Le monde ne dit rien
Et pourtant
Les cerisiers en fleurs
Auteur/autrice : rd (Page 38 of 53)
Le cerisier en fleurs, du cimetière, répand ses pétales, en tout sens
Le même cerisier que je retrouve chaque année ;
J’ai l’impression de fleurir quand je te vois, quand je reste près de toi,
Il est doux de voir les pétales se former, tomber,
tomber, aller, quel miracle, avec indolence, dans le ciel,
parmi le ballet des pies, les pirouettes langagières du merle,
ou le furtif pigeon ramier, dans son battement d’ailes,
ou le passereau, au contact de ton écorce, noir aveugle, rugueuse ;
Fleurir, encore et encore, tandis que la vie passe,
légèreté dans un monde léger,
plus léger que la mort, recouvrir les tombes ;
Le cerisier respire.
La vie, cette somme ballante ; tous jetés au milieu de la toile, malgré nous ; parmi ses fils, ses noeuds. Parfois, une chaise s’effondre, une figure se gomme, mais le piano continue son morceau, corps penchés, à gauche, corps penchés à droite, et l’archet qui joue, joue contre joue, la suite. Qui croirait que le temps efface les plus faibles, les plus vieux, les plus malades, les plus mourants, mais la vie n’est pas un carnet de commandes. Les lettres restent, pour jouer d’autres récits. Et la toile se refait, fils d’or. Et la toile se refait, rires et sauts. Et la toile se refait.

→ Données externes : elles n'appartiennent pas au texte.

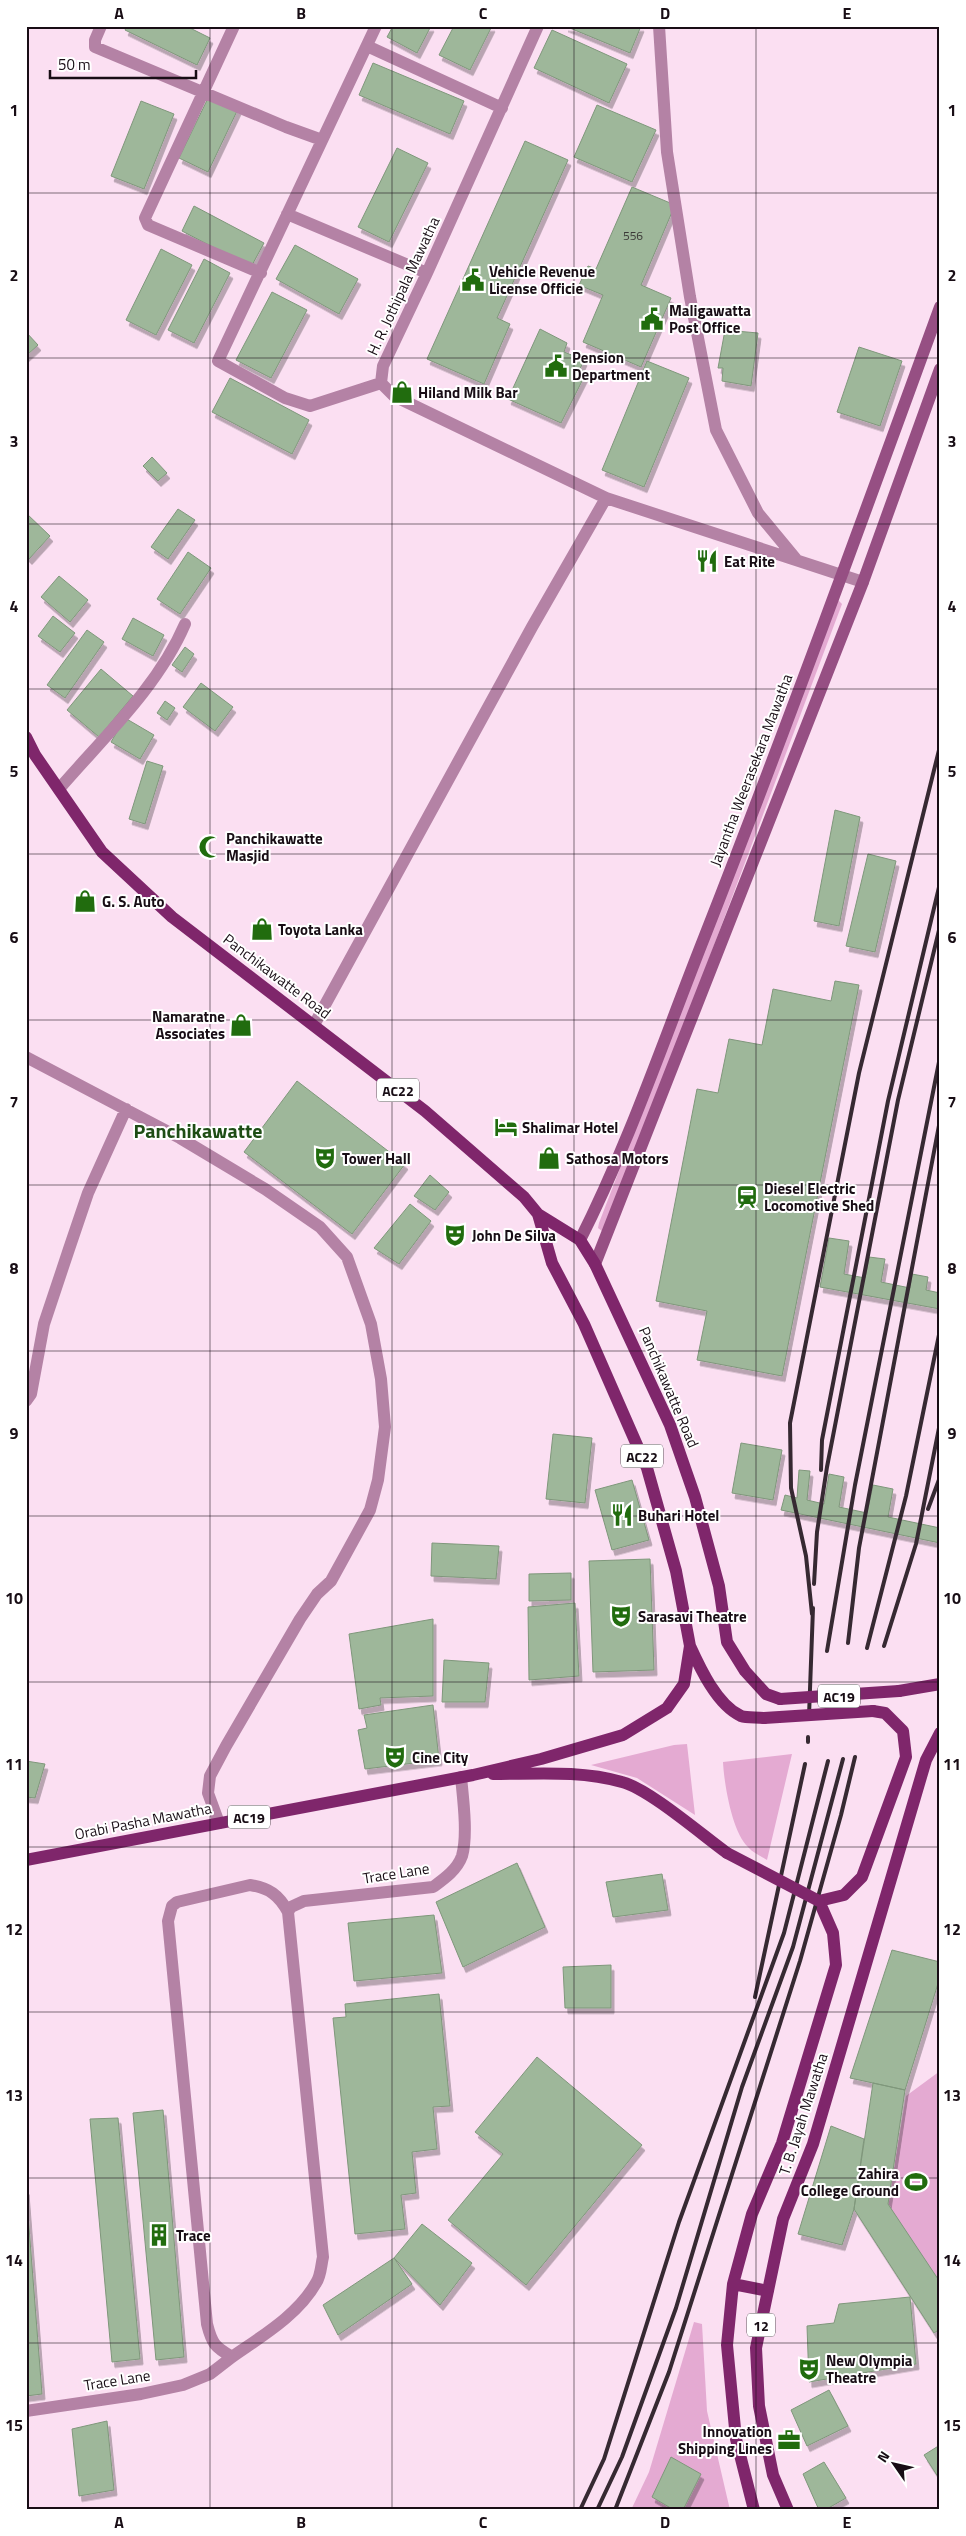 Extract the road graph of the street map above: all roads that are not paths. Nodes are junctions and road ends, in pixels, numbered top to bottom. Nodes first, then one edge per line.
1 (101, 26) edge
2 (234, 26) edge
3 (376, 26) edge
4 (538, 26) edge
5 (659, 26) edge
6 (366, 46) junction
7 (204, 92) junction
8 (502, 108) junction
9 (322, 140) junction
10 (288, 214) junction
11 (261, 273) junction
12 (427, 274) junction
13 (940, 307) edge
14 (940, 369) edge
15 (381, 383) junction
16 (606, 498) junction
17 (796, 560) junction
18 (843, 575) junction
19 (863, 582) junction
20 (185, 624) dead end
21 (26, 737) edge
22 (59, 789) junction
23 (314, 1025) junction
24 (26, 1057) edge
25 (126, 1110) junction
26 (538, 1214) junction
27 (580, 1240) junction
28 (596, 1264) junction
29 (26, 1401) edge
30 (690, 1646) junction
31 (940, 1684) edge
32 (780, 1699) joint
33 (940, 1733) edge
34 (906, 1757) junction
35 (926, 1760) junction
36 (467, 1776) junction
37 (218, 1824) junction
38 (26, 1860) edge
39 (819, 1901) junction
40 (288, 1912) junction
41 (733, 2284) junction
42 (768, 2291) junction
43 (232, 2357) junction
44 (26, 2411) edge
45 (754, 2510) edge
46 (788, 2510) edge

1 - 7 street
2 - 7 street
3 - 6 street
4 - 8 street, H. R. Jothipala Mawatha
5 - 17 street
6 - 8 street
6 - 9 street
7 - 9 street
7 - 11 street
8 - 12 street, H. R. Jothipala Mawatha
9 - 10 street
10 - 11 street
10 - 12 street
11 - 15 street
12 - 15 street, H. R. Jothipala Mawatha
13 - 18 main road, Jayantha Weerasekara Mawatha
14 - 19 main road
15 - 16 street
16 - 17 street
16 - 23 street
17 - 18 street
18 - 19 street
18 - 27 main road, Jayantha Weerasekara Mawatha
19 - 28 main road
20 - 22 street
21 - 22 main road, Panchikawatte Road / AC22
22 - 23 main road, Panchikawatte Road / AC22
23 - 26 main road, Panchikawatte Road / AC22
24 - 25 street
25 - 29 street
25 - 37 street
26 - 27 main road, Panchikawatte Road / AC22
26 - 30 main road, Panchikawatte Road / AC22
27 - 28 main road, Panchikawatte Road / AC22
28 - 32 main road, Panchikawatte Road / AC22
30 - 34 main road, Panchikawatte Road / AC22, bridge
30 - 36 main road, Panchikawatte Road / AC22
31 - 32 main road, AC19, bridge
33 - 35 main road, T. B. Jayah Mawatha
34 - 35 main road
34 - 39 main road
35 - 42 main road, T. B. Jayah Mawatha / 12
36 - 37 main road, Orabi Pasha Mawatha / AC19
36 - 39 main road, bridge
36 - 40 street, Trace Lane
37 - 38 main road, Orabi Pasha Mawatha / AC19
39 - 41 main road, T. B. Jayah Mawatha
40 - 43 street, Trace Lane
40 - 43 street
41 - 42 main road
41 - 45 main road, T. B. Jayah Mawatha
42 - 46 main road, T. B. Jayah Mawatha / 12
43 - 44 street, Trace Lane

Monde vide, rempli de briques de mondes vides, disposées l’une près l’autre ; de versant en versant. Qu’il est doux de regarder un monde vide, rempli de briques de mondes vides. C’est rassurant. C’est apaisant pour chacun de nous qui vivons dans une brique de monde vide de regarder le monde vide depuis notre brique de monde vide ; comme cela crée la distance nécessaire, le confort absolu. La qualité d’une brique de monde vide s’observe à la qualité de ses contours, et à la qualité de l’espace non vide qu’elle soumet. Qu’il est doux le soir de rentrer dans sa brique de monde vide, d’ouvrir la brique de monde vide, remplie de mondes vides, et de se rafraîchir d’une brique remplie de monde vide. Et de s’endormir. Et de s’endormir jusqu’à ne plus dormir pour de bon.
Prendre du recul, m’a-t-on dit. Evidemment, l’expérience est simple pour qui la perçoit. C’est comme un bain de mer : c’est une évidence pour qui la vie. J’ai beau faire un effort de projection, qui me remémore à l’intérieur même de la diapositive, je reste dans l’image. Prendre du recul ? Au contraire, il faudrait avancer, prendre courageusement ses mains, ses bras, ses pieds, et arracher le tapis de mousse qui a tout envahi. Les arracher pli après pli, consciemment : enchevêtrement de lacs. Les bougies s’éteignent l’une après l’autre ; ou la lumière ne circule plus : qui vérifiera ? Maison de mousse. Forêt de mousse. Ville de mousse. Bureau de mousse. Tout est mousse. Prendre du recul : avancer courageusement et se dire qu’aucun recul n’est possible, puisque tout a été atteint jusqu’à la dernière partie. Et qu’épiloguer ne fait que noircir les zones d’ombres. Parfois, un accident du réel viendrait démasquer la supercherie. C’est un saut minuscule, un craquement de planche, qui nous remémore soudain que les entités autour de nous ont une âme, et que la nôtre n’est pas tiède à leur contact. Des fils blancs qui tombent du ciel. Des fils blancs, statiques, qu’on finit par ne plus voir. Quand la conscience s’indigne, qu’elle les écarte, c’est un paysage morne qui se présente, un paysage sans autre conscience que l’époque elle-même chaque matin quand elle se lève jusqu’au ciel jusqu’au soir, comme si le soleil était lui aussi noué à cette hérésie, comme si le ciel avait lui aussi perdu son épaisseur. Prendre du recul.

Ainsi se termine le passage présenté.